== INSTRUCTIONS TO FOLLOW ==
In the listing below, locate the lines that hold "edges" and copy them.

== SUPPLIED RECORDS ==
=-=-=
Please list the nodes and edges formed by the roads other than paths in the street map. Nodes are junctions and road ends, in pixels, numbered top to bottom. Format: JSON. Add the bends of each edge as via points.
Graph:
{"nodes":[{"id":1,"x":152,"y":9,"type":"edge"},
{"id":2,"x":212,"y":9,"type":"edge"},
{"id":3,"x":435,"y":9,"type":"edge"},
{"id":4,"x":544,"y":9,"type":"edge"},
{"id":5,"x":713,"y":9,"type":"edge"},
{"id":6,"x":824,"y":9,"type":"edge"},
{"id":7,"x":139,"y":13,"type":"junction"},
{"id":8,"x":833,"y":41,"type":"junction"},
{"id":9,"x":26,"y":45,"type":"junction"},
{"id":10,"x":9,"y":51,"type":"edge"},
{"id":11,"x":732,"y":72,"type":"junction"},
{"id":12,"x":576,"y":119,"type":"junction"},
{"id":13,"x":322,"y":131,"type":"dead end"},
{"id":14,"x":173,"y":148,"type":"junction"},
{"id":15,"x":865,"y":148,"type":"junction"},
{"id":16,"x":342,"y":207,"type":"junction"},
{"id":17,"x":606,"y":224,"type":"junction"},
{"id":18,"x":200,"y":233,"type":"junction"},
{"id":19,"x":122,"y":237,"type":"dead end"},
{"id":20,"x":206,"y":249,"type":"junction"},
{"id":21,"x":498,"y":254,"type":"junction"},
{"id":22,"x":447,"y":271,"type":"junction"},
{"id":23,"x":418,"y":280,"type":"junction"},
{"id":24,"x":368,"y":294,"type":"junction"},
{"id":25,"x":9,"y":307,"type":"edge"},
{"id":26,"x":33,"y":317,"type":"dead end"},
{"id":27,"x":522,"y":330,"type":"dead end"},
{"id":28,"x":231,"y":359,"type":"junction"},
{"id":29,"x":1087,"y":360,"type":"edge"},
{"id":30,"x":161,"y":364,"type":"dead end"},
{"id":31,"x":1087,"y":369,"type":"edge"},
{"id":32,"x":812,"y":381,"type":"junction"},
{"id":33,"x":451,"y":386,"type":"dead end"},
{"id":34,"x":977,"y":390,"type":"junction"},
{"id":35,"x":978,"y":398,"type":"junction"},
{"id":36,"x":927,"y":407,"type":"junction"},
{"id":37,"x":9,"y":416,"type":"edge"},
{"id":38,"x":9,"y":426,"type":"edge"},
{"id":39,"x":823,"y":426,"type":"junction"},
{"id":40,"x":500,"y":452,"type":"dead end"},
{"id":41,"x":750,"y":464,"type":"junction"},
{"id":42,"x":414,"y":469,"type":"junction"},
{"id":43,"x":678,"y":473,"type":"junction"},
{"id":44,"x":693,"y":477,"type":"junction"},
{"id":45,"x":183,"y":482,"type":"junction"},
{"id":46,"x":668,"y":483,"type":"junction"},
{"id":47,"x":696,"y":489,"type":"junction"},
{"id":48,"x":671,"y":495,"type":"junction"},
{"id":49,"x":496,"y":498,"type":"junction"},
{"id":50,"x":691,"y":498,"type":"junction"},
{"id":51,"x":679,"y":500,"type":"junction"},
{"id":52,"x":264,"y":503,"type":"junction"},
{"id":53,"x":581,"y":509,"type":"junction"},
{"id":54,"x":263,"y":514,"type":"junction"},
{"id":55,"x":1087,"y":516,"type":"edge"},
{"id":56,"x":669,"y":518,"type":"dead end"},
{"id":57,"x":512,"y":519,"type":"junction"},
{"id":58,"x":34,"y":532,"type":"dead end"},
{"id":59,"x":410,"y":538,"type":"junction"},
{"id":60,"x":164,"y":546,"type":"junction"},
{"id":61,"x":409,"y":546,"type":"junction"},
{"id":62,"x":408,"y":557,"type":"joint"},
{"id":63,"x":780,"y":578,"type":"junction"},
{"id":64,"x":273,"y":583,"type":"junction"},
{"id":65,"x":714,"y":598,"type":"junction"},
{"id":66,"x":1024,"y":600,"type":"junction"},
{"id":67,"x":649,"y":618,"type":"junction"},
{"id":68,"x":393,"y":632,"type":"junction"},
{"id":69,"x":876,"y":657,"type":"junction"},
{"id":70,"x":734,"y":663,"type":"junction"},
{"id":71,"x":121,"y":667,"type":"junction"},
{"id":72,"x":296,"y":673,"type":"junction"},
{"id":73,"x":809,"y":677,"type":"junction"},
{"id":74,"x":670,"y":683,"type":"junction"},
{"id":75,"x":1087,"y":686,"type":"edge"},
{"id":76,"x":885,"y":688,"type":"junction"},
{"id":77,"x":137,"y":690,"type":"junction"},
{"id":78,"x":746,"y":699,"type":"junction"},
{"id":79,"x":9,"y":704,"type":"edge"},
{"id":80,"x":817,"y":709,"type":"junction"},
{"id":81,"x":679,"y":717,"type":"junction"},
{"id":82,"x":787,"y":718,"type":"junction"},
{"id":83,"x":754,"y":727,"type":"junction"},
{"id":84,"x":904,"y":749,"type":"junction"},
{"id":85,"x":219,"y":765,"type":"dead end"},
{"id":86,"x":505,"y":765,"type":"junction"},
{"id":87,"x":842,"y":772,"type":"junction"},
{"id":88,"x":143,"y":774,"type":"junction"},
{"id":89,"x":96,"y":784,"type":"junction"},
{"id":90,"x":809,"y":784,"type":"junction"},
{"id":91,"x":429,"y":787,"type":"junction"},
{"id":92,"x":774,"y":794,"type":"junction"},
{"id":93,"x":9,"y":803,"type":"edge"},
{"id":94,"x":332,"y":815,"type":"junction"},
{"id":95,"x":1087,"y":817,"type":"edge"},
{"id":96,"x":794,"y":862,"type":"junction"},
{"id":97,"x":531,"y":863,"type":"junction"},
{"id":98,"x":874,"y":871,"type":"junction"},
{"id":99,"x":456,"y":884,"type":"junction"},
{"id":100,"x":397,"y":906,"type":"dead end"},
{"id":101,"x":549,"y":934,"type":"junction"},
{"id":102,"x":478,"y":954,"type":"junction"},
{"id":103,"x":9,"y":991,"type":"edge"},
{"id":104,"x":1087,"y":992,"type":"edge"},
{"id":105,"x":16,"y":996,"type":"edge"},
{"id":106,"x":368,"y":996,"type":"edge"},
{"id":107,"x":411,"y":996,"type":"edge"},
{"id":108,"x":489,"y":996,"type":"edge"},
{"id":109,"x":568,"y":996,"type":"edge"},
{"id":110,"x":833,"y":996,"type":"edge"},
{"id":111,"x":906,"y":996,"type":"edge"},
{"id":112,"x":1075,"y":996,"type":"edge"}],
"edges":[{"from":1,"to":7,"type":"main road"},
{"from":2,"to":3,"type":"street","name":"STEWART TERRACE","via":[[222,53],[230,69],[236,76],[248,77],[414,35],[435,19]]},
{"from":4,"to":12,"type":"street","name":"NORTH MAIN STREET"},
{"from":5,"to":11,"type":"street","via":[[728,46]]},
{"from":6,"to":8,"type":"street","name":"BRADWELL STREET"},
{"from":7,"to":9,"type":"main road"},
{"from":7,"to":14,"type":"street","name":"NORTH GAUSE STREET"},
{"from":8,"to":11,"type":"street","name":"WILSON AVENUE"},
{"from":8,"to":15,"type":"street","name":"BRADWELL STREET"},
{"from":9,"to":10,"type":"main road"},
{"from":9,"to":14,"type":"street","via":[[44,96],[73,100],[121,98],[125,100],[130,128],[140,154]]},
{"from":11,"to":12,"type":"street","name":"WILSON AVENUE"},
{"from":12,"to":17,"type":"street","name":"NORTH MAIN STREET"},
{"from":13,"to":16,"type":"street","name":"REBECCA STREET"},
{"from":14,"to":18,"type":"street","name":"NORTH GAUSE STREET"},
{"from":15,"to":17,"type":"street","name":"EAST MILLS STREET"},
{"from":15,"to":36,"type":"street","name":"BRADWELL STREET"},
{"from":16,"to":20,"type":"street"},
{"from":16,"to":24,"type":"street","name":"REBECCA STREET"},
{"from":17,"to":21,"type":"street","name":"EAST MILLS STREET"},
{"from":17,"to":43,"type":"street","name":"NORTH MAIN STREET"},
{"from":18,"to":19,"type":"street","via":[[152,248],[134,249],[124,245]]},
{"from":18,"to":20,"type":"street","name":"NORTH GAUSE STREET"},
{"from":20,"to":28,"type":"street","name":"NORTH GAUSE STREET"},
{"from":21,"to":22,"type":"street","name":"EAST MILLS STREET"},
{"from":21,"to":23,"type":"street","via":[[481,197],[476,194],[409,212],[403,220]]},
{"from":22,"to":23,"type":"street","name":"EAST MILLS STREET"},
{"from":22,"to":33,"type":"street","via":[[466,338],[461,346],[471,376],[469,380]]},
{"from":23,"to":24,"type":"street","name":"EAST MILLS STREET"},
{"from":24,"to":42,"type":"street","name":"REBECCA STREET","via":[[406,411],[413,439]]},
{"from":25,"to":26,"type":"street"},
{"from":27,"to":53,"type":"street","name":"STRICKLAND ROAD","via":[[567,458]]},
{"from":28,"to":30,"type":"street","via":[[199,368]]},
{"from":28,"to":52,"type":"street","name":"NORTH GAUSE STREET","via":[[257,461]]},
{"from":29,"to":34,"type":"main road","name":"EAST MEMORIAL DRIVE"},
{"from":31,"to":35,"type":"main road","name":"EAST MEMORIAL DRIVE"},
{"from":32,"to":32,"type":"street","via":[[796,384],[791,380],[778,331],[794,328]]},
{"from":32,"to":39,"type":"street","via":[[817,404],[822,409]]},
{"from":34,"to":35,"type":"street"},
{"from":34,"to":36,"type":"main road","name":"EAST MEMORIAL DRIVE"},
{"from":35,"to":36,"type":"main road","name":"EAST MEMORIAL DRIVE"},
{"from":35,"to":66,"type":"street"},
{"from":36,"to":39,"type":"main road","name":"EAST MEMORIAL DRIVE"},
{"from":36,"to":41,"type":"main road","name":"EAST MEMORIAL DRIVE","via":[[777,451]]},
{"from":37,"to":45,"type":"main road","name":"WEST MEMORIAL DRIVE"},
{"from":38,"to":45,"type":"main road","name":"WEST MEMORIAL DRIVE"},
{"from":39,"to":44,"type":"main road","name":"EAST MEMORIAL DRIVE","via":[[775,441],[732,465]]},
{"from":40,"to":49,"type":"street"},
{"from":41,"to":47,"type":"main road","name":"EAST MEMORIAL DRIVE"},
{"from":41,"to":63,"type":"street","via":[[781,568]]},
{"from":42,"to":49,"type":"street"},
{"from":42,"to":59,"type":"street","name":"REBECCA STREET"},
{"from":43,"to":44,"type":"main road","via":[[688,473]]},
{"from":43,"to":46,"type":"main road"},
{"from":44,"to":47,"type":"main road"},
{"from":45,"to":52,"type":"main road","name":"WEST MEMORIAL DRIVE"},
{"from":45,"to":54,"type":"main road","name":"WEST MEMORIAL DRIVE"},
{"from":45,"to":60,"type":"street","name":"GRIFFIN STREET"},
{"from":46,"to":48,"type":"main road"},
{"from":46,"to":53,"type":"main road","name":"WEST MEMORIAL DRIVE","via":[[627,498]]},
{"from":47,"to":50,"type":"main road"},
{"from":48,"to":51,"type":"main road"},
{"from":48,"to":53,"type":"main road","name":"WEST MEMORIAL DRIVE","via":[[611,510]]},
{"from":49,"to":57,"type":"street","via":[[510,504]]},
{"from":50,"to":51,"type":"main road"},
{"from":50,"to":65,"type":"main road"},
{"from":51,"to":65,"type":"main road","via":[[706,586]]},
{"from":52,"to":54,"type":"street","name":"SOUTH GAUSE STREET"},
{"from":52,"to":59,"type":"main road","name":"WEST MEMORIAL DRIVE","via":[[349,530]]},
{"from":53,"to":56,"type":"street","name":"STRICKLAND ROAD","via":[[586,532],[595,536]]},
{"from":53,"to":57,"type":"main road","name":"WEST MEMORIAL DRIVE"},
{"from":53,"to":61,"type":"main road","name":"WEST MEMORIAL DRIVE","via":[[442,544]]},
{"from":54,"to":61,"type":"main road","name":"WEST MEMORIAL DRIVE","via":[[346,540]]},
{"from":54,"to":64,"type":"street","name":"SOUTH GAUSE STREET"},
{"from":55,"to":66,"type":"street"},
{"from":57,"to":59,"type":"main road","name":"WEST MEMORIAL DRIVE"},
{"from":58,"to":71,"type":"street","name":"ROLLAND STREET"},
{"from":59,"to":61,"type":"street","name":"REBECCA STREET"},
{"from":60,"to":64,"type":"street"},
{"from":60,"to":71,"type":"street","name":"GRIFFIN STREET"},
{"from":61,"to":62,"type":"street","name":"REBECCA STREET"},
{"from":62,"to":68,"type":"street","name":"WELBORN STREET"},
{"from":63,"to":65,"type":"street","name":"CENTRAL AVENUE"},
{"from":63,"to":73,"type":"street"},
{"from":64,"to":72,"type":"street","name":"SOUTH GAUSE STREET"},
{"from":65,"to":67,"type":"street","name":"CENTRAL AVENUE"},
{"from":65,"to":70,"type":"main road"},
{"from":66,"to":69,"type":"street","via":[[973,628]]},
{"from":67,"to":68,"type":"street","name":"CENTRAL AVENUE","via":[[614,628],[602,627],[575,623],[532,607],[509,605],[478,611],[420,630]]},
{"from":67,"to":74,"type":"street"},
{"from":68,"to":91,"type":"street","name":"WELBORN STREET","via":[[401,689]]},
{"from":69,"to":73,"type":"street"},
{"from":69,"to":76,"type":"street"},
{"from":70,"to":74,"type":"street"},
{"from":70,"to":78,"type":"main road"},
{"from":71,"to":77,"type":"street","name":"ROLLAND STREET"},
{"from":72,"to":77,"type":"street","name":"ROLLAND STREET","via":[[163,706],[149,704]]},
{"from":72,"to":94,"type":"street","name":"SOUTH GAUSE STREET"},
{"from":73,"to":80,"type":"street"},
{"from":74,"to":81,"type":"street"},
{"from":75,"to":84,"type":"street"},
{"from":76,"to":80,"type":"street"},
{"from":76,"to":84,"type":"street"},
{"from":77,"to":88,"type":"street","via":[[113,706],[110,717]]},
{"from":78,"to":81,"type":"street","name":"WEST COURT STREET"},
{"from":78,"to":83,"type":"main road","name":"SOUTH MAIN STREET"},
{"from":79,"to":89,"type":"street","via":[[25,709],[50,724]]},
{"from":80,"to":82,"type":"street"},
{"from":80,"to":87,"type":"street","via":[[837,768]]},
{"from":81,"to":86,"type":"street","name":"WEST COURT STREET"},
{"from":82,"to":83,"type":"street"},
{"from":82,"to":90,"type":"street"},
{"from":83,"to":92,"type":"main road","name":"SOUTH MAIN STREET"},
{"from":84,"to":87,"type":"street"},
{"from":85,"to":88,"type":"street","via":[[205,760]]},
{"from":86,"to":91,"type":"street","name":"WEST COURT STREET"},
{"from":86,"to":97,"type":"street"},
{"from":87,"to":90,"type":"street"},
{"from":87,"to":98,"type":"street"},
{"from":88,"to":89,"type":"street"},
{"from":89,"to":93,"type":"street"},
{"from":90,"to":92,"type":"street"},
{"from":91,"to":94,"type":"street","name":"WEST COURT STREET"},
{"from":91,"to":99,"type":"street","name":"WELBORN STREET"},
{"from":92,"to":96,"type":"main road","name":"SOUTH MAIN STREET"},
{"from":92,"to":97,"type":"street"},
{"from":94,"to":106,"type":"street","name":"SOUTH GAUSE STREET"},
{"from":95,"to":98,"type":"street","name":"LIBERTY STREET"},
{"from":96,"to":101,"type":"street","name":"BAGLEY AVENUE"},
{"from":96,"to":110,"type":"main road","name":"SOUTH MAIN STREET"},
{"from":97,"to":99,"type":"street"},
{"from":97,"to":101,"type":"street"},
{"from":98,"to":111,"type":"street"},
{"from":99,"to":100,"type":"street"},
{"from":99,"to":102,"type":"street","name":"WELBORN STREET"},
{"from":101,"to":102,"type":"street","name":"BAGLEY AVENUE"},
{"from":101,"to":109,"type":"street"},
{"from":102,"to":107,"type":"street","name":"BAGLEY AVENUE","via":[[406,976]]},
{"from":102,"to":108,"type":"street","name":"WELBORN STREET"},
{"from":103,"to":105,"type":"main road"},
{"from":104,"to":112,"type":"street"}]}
=-=-=
== RESPONSE ==
Please list the nodes and edges formed by the roads other than paths in the street map. Nodes are junctions and road ends, in pixels, numbered top to bottom. Format: JSON. Add the bends of each edge as via points.
"edges":[{"from":1,"to":7,"type":"main road"},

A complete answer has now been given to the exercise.